Food for Agile Thought’s issue #127—shared with 14,292 peers—covers useless agile metric; we learn common excuses why continuous delivery would not work, and how to organize a big room planning.

We then talk about signs of toxic team culture, how design thinking, agile and lean fit together, and what to do when a team fails to deliver at the end of a sprint.

Lastly, we learn why experiments do not just happen to the best organizations but perhaps create them, and what product thinking has to do with it.

Have a great week!

🏆 The Tip of the Week

Allen Holub: KPIs, Velocity, and Other Destructive Metrics

Allen Holub explains why a taylorist approach to agile practices is ill-fated.

Focus on continuous process improvement, and productivity takes care of itself.

Useless Agile Metrics & Scrum

Jez Humble (via Agile Testing Days): Continuous Delivery—Sounds Great But It Won't Work Here

Watch Jez Humble’s keynote from Agile Testing Day 2017—a handy list of excuses why CD supposedly would not work.

Ole Jepsen (via InfoQ): Scaling Agile – Big Room Planning

Ole Jepsen shares a comprehensive how-to of successfully scaling agile: aligning up to 100 people and figuring out what to build next in just two days.

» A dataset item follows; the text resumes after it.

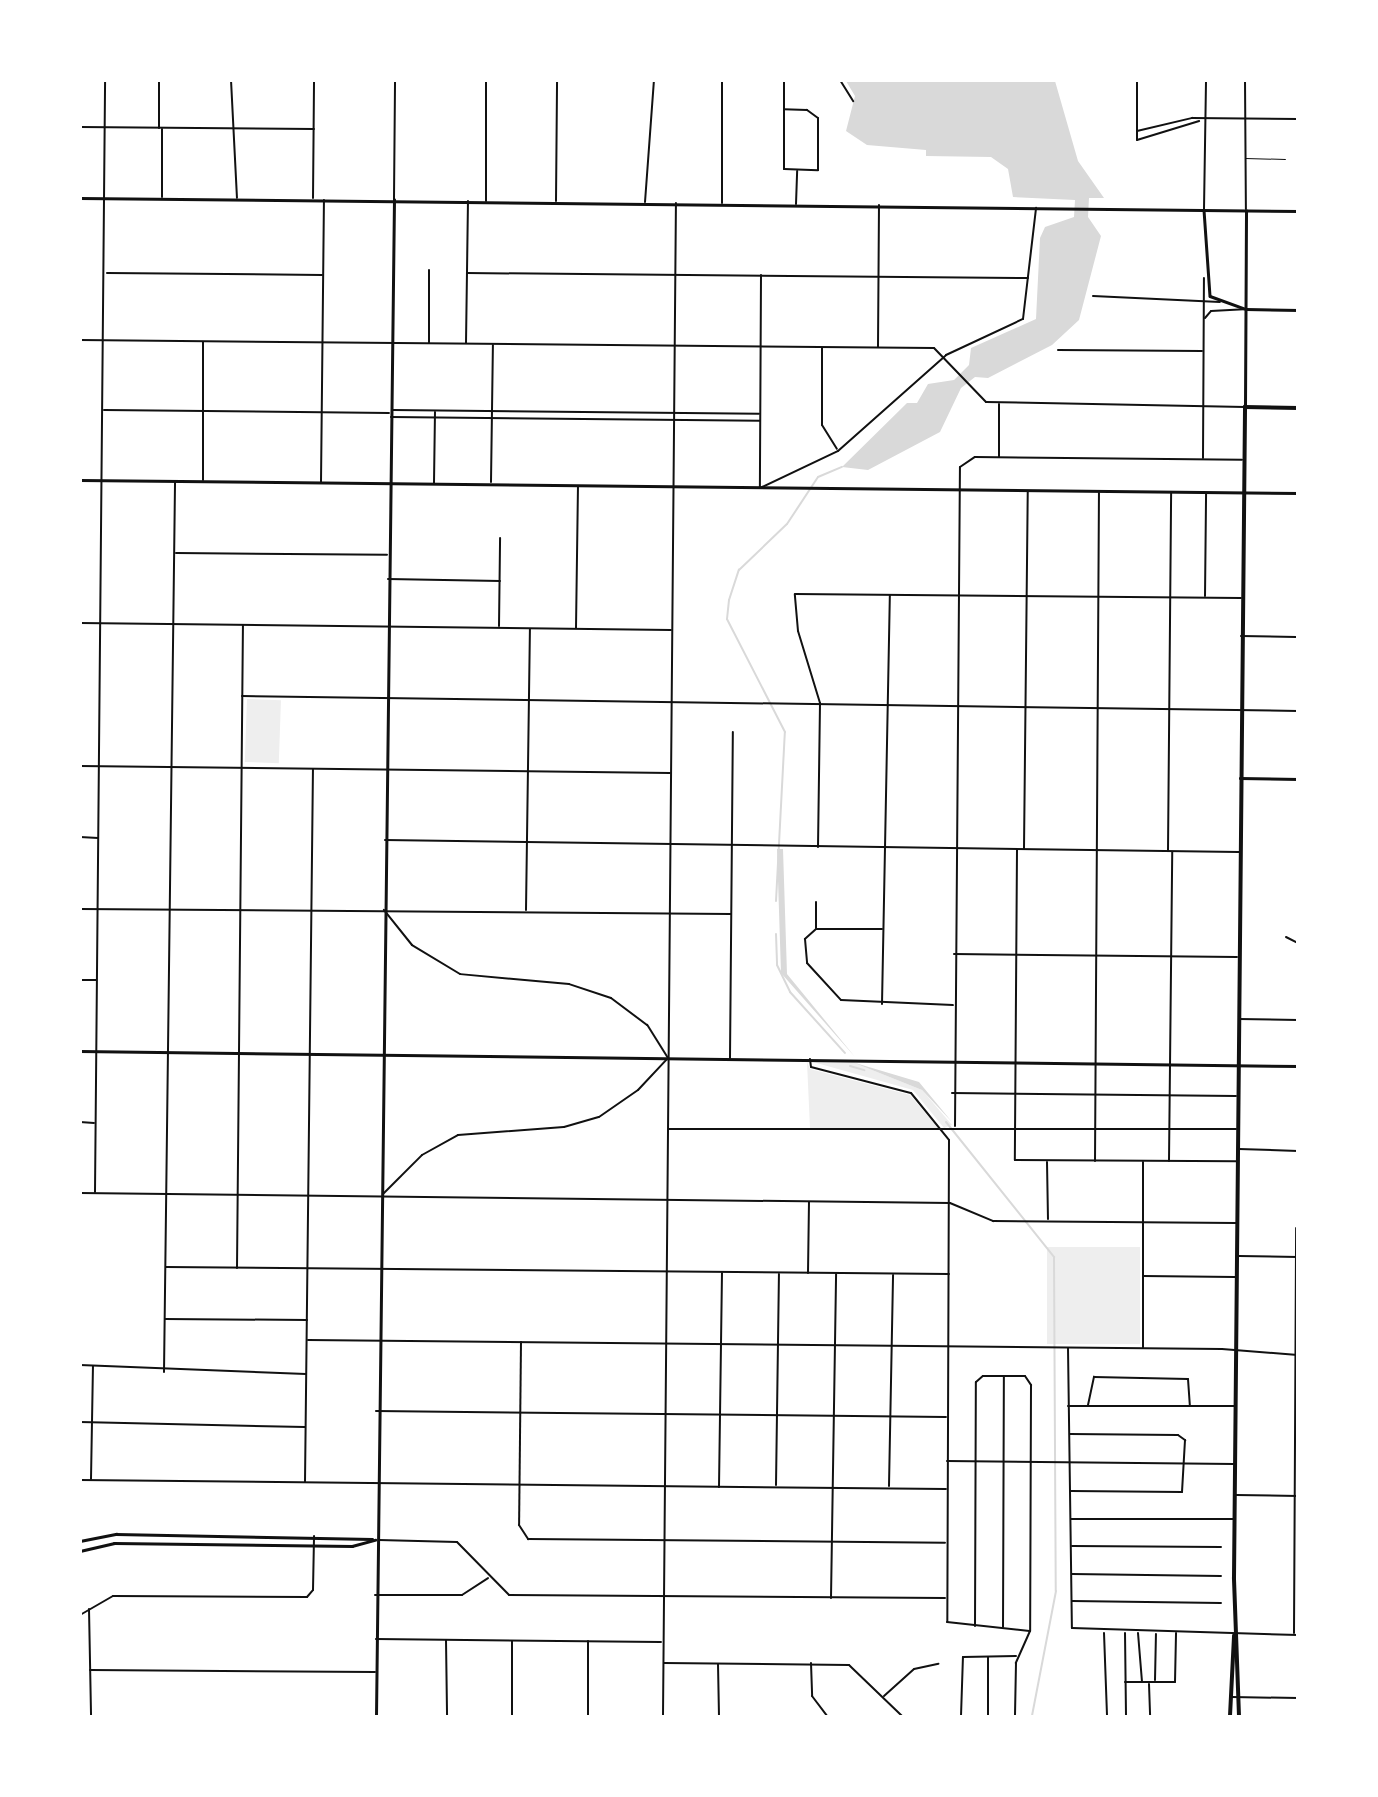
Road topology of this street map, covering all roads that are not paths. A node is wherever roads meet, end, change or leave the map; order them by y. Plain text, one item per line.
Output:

Johanna Rothman: When Teams Don't Finish Work in a Sprint: 3 Tips to Seeing and Finishing Work

Johanna Rothman has three suggestions how to improve a team’s ability to accomplish the sprint goal.

📯 XSCALE Alliance News

The Business Agility Institute (BAI) and XSCALE Alliance are teaming up. While the BAI provides the most comprehensive and detailed taxonomy of agile organizations today, XSCALE’s principles and pattern languages offer an agnostic praxis to fulfill the BAI taxonomy.​

Read More: XSCALE Alliance has agreed to a Memorandum of Understanding with Business Agility Institute.

Product & Lean

Jonny Schneider (via ThoughtWorks): Understanding how Design Thinking, Lean and Agile Work Together

Jonny Schneider fights cargo cult agile by detailing how the three mindsets of product development can be used successfully beyond formalized processes.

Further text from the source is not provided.